By conservative estimates, robust aging therapies could free up half the American federal budget every year, making it possible for more older adults to remain in the workforce. These therapies could effectively prevent nearly all cancers, dementias, and heart diseases, and even avert fiascos of communicable diseases like the COVID pandemic, in which age is the major risk factor for severe disease. (COVID-19 will cost the global economy $12.5 trillion by 2024.) Low-income and other vulnerable populations stand to gain the most, because they suffer the most when diagnosed with age-related diseases.
Yet despite the enormous promise of aging therapies, the field hasn’t attracted a correspondingly large amount of government funding. Out of the $4 billion devoted to the National Institute of Aging yearly, only $300 million goes to fundamental aging research.
Why?
It cannot be because aging research lacks scientific results. Research into Alzheimer’s disease may have fewer credible results than the far younger field of aging — yet it enjoys many times more funding. If an idea is sufficiently compelling to a civilization (like the reversal of climate change is becoming to ours), then replicable scientific results can be the goal of the research, not the prerequisite for undertaking it.
For too long, aging research was incompatible with Western culture. It was only in 1906 that Alzheimer’s was recognized as a disease, and only around the 1920s that the public narrative of cancers shifted from their being godsends (with which to interfere would be hubristic) to intervenable disorders. Aging was thought to be a feature designed by evolution to furnish human lives with meaning.
Yet natural selection only rarely optimizes for human happiness. Evolution favors the flourishing of genes, not organisms. And as several evolutionary biologists have remarked, our genes live on when we reproduce — making our bodies evolutionarily superfluous.
It follows that aging therapies would be no less natural than cancer therapies or vaccines designed to tackle any other pandemic in which older adults are the most vulnerable. And, as Harvard geneticist George Church tells me, “there is no reason why aging therapies should cost more than the recent COVID vaccines — as little as $2 per dose.”
The tiny industry of aging therapies
Aging research is woefully underfunded, understudied, and understaffed.
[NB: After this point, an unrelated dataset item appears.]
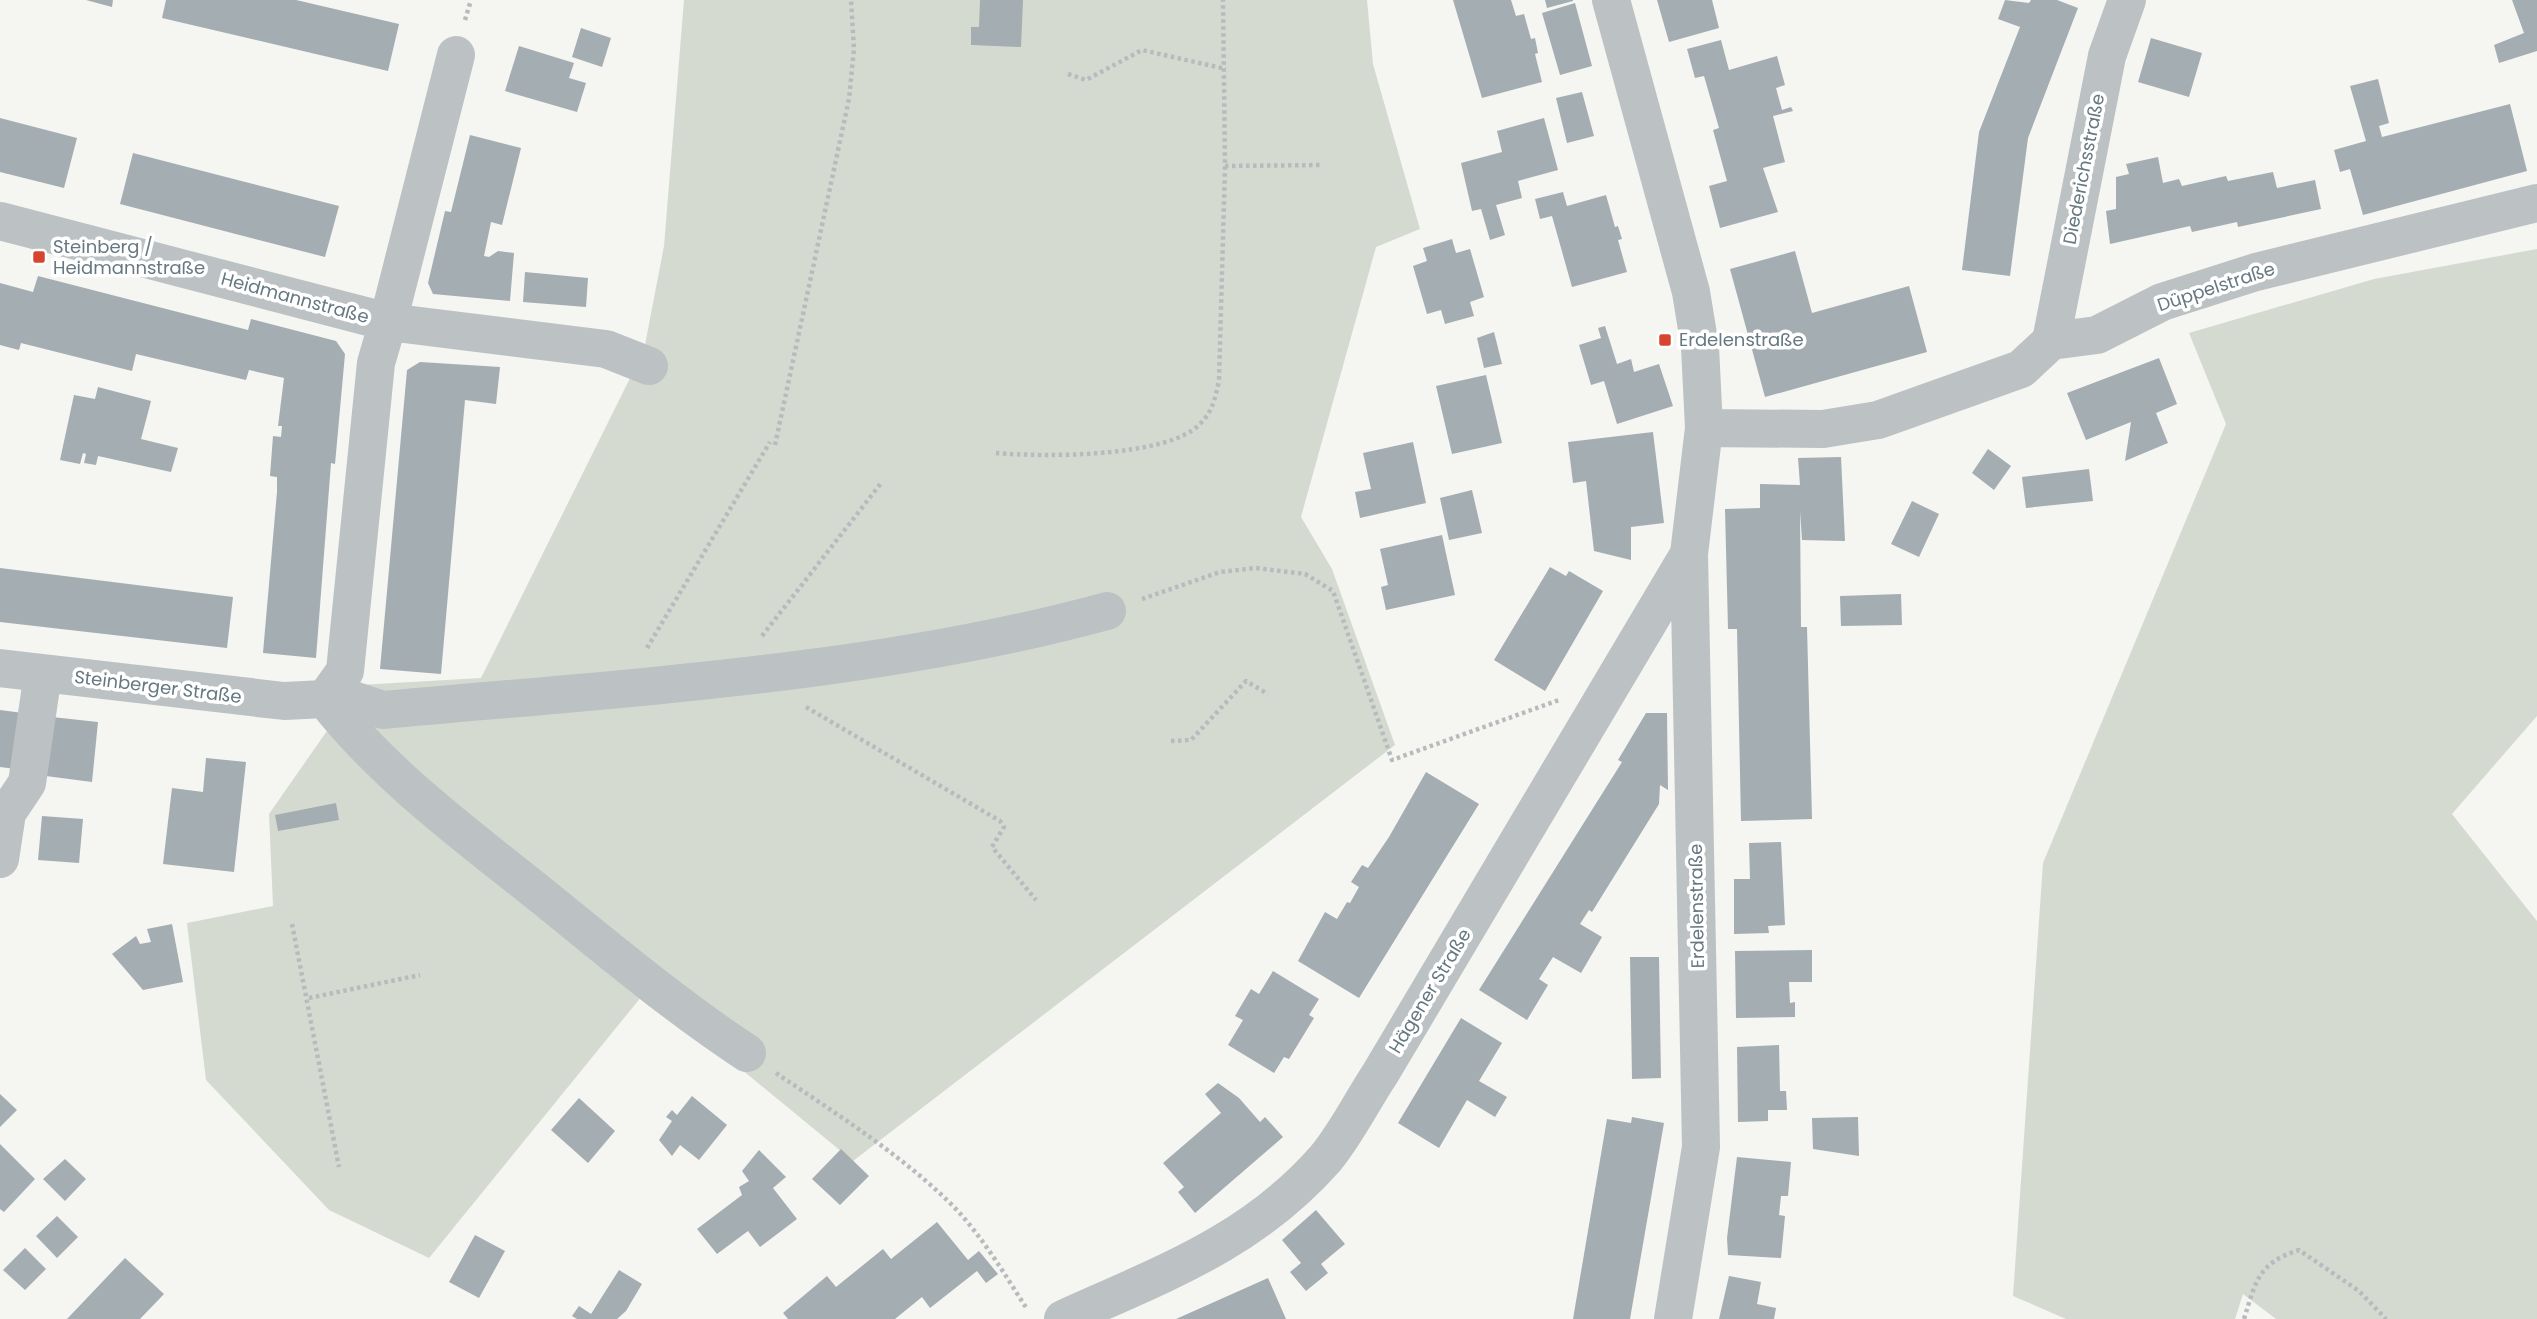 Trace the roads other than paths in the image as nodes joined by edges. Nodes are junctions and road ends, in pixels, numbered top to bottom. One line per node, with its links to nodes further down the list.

For every aging lab, there are thousands of cancer labs globally — even though 96 percent of cancers happen to adults aged 35 or older.
Democratic governments declare wars on the diseases of aging (though not on aging itself) because a full 100 percent of the population is onboard. By comparison, only 38 percent of Americans believe aging should be slowed down or reversed, according to the Pew Research Center. As a result, a mere 0.5 percent of the National Institutes of Health budget is devoted to fundamental aging research.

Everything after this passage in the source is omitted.